• What the task asks: Wherever "Drive" appears in a line of the records below, count that line, and report only the number.

——

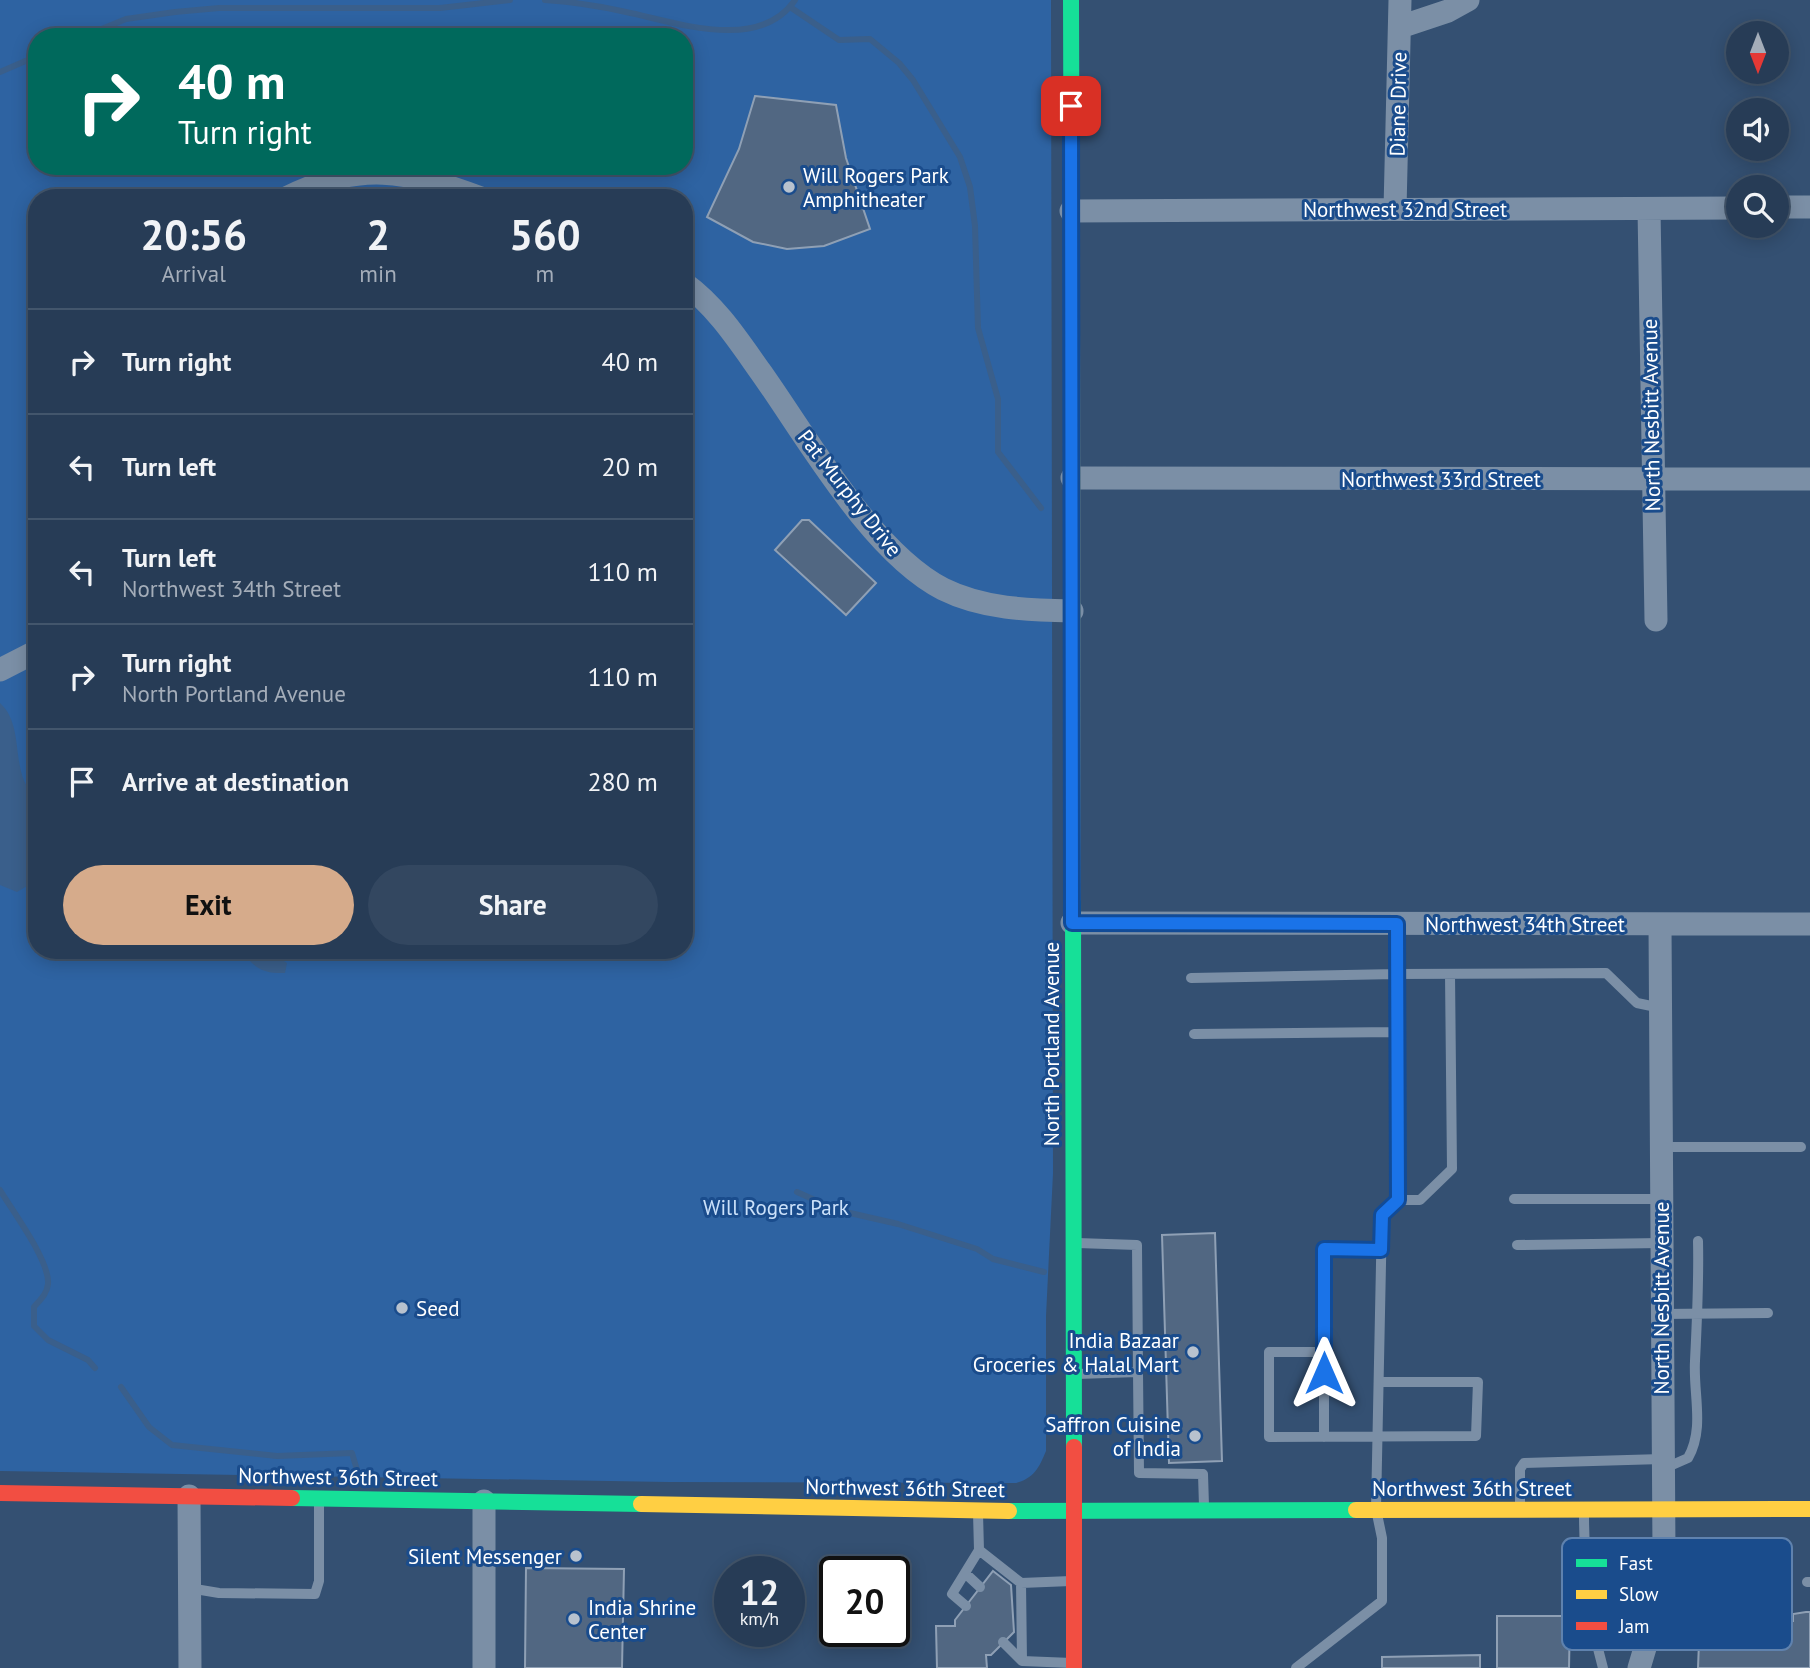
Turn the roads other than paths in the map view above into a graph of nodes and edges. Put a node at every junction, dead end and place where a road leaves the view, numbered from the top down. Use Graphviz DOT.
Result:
graph roads {
  1 [pos="1071,0"];
  2 [pos="1400,0"];
  3 [pos="1468,0"];
  4 [pos="1400,27"];
  5 [pos="356,175"];
  6 [pos="406,175"];
  7 [pos="308,189"];
  8 [pos="452,189"];
  9 [pos="1789,207"];
  10 [pos="1810,207"];
  11 [pos="1726,208"];
  12 [pos="1395,209"];
  13 [pos="1649,209"];
  14 [pos="1071,211"];
  15 [pos="693,292"];
  16 [pos="1072,478"];
  17 [pos="1810,479"];
  18 [pos="1651,480"];
  19 [pos="1072,611"];
  20 [pos="1656,620"];
  21 [pos="28,656"];
  22 [pos="0,670"];
  23 [pos="1072,923"];
  24 [pos="1397,924"];
  25 [pos="1810,924"];
  26 [pos="1660,925"];
  27 [pos="1396,974"];
  28 [pos="1450,974"];
  29 [pos="1191,978"];
  30 [pos="1661,1008"];
  31 [pos="1397,1032"];
  32 [pos="1194,1034"];
  33 [pos="1801,1146"];
  34 [pos="1661,1147"];
  35 [pos="1514,1199"];
  36 [pos="1661,1199"];
  37 [pos="1398,1200"];
  38 [pos="1698,1241"];
  39 [pos="1073,1243"];
  40 [pos="1661,1243"];
  41 [pos="1517,1245"];
  42 [pos="1381,1250"];
  43 [pos="1768,1313"];
  44 [pos="1661,1314"];
  45 [pos="1699,1314"];
  46 [pos="1324,1352"];
  47 [pos="1138,1371"];
  48 [pos="1073,1374"];
  49 [pos="1379,1382"];
  50 [pos="1378,1436"];
  51 [pos="1324,1437"];
  52 [pos="1662,1465"];
  53 [pos="0,1493"];
  54 [pos="190,1496"];
  55 [pos="320,1498"];
  56 [pos="484,1501"];
  57 [pos="1810,1508"];
  58 [pos="1205,1509"];
  59 [pos="1376,1509"];
  60 [pos="1520,1509"];
  61 [pos="1584,1509"];
  62 [pos="1663,1509"];
  63 [pos="978,1510"];
  64 [pos="1073,1510"];
  65 [pos="1584,1538"];
  66 [pos="1663,1538"];
  67 [pos="979,1550"];
  68 [pos="966,1574"];
  69 [pos="1074,1581"];
  70 [pos="1021,1583"];
  71 [pos="980,1587"];
  72 [pos="190,1588"];
  73 [pos="966,1606"];
  74 [pos="1013,1620"];
  75 [pos="1023,1628"];
  76 [pos="1003,1642"];
  77 [pos="1598,1650"];
  78 [pos="1644,1650"];
  79 [pos="1022,1661"];
  80 [pos="1074,1665"];
  81 [pos="190,1668"];
  82 [pos="484,1668"];
  83 [pos="1296,1668"];
  84 [pos="1604,1668"];
  85 [pos="1639,1668"];
  1 -- 14 [label="main road, North Portland Avenue"];
  2 -- 4 [label="street, Diane Drive"];
  3 -- 4 [label="street"];
  4 -- 12 [label="street, Diane Drive"];
  5 -- 7 [label="street"];
  6 -- 8 [label="street"];
  9 -- 10 [label="street"];
  11 -- 13 [label="street, Northwest 32nd Street"];
  12 -- 13 [label="street, Northwest 32nd Street"];
  12 -- 14 [label="street, Northwest 32nd Street"];
  13 -- 18 [label="street, North Nesbitt Avenue"];
  14 -- 16 [label="main road, North Portland Avenue"];
  15 -- 19 [label="street, Pat Murphy Drive"];
  16 -- 18 [label="street, Northwest 33rd Street"];
  16 -- 19 [label="main road, North Portland Avenue"];
  17 -- 18 [label="street, Northwest 33rd Street"];
  18 -- 20 [label="street, North Nesbitt Avenue"];
  19 -- 23 [label="main road, North Portland Avenue"];
  21 -- 22 [label="street"];
  23 -- 24 [label="street, Northwest 34th Street"];
  23 -- 39 [label="main road, North Portland Avenue"];
  24 -- 26 [label="street, Northwest 34th Street"];
  24 -- 27 [label="lane"];
  25 -- 26 [label="street, Northwest 34th Street"];
  26 -- 30 [label="street, North Nesbitt Avenue"];
  27 -- 28 [label="lane"];
  27 -- 29 [label="lane"];
  27 -- 31 [label="lane"];
  28 -- 30 [label="lane"];
  28 -- 37 [label="lane"];
  30 -- 34 [label="street, North Nesbitt Avenue"];
  31 -- 32 [label="lane"];
  31 -- 37 [label="lane"];
  33 -- 34 [label="lane"];
  34 -- 36 [label="street, North Nesbitt Avenue"];
  35 -- 36 [label="lane"];
  36 -- 40 [label="street, North Nesbitt Avenue"];
  37 -- 42 [label="lane"];
  38 -- 45 [label="lane"];
  39 -- 47 [label="lane"];
  39 -- 48 [label="main road, North Portland Avenue"];
  40 -- 41 [label="lane"];
  40 -- 44 [label="street, North Nesbitt Avenue"];
  42 -- 46 [label="lane"];
  42 -- 49 [label="lane"];
  43 -- 45 [label="lane"];
  44 -- 45 [label="lane"];
  44 -- 52 [label="street, North Nesbitt Avenue"];
  45 -- 52 [label="lane"];
  46 -- 51 [label="lane"];
  46 -- 51 [label="lane"];
  47 -- 48 [label="lane"];
  47 -- 58 [label="lane"];
  48 -- 64 [label="main road, North Portland Avenue"];
  49 -- 50 [label="lane"];
  49 -- 50 [label="lane"];
  50 -- 51 [label="lane"];
  50 -- 59 [label="lane"];
  52 -- 60 [label="lane"];
  52 -- 62 [label="street, North Nesbitt Avenue"];
  53 -- 54 [label="main road, Northwest 36th Street"];
  54 -- 55 [label="main road, Northwest 36th Street"];
  54 -- 72 [label="street"];
  55 -- 56 [label="main road, Northwest 36th Street"];
  55 -- 72 [label="lane"];
  56 -- 63 [label="main road, Northwest 36th Street"];
  56 -- 82 [label="street"];
  57 -- 62 [label="main road, Northwest 36th Street"];
  58 -- 59 [label="main road, Northwest 36th Street"];
  58 -- 64 [label="main road, Northwest 36th Street"];
  59 -- 60 [label="main road, Northwest 36th Street"];
  59 -- 83 [label="lane"];
  60 -- 61 [label="main road, Northwest 36th Street"];
  61 -- 62 [label="main road, Northwest 36th Street"];
  61 -- 65 [label="lane"];
  62 -- 66 [label="street, North Nesbitt Avenue"];
  63 -- 64 [label="main road, Northwest 36th Street"];
  63 -- 67 [label="lane"];
  64 -- 69 [label="main road, North Portland Avenue"];
  67 -- 68 [label="lane"];
  67 -- 70 [label="lane"];
  68 -- 71 [label="lane"];
  68 -- 73 [label="lane"];
  69 -- 70 [label="lane"];
  69 -- 80 [label="main road, North Portland Avenue"];
  70 -- 75 [label="lane"];
  72 -- 81 [label="street"];
  74 -- 75 [label="lane"];
  75 -- 79 [label="lane"];
  76 -- 79 [label="lane"];
  77 -- 84 [label="lane"];
  78 -- 85 [label="street, North Nesbitt Avenue"];
  79 -- 80 [label="lane"];
}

——

• The answer: 3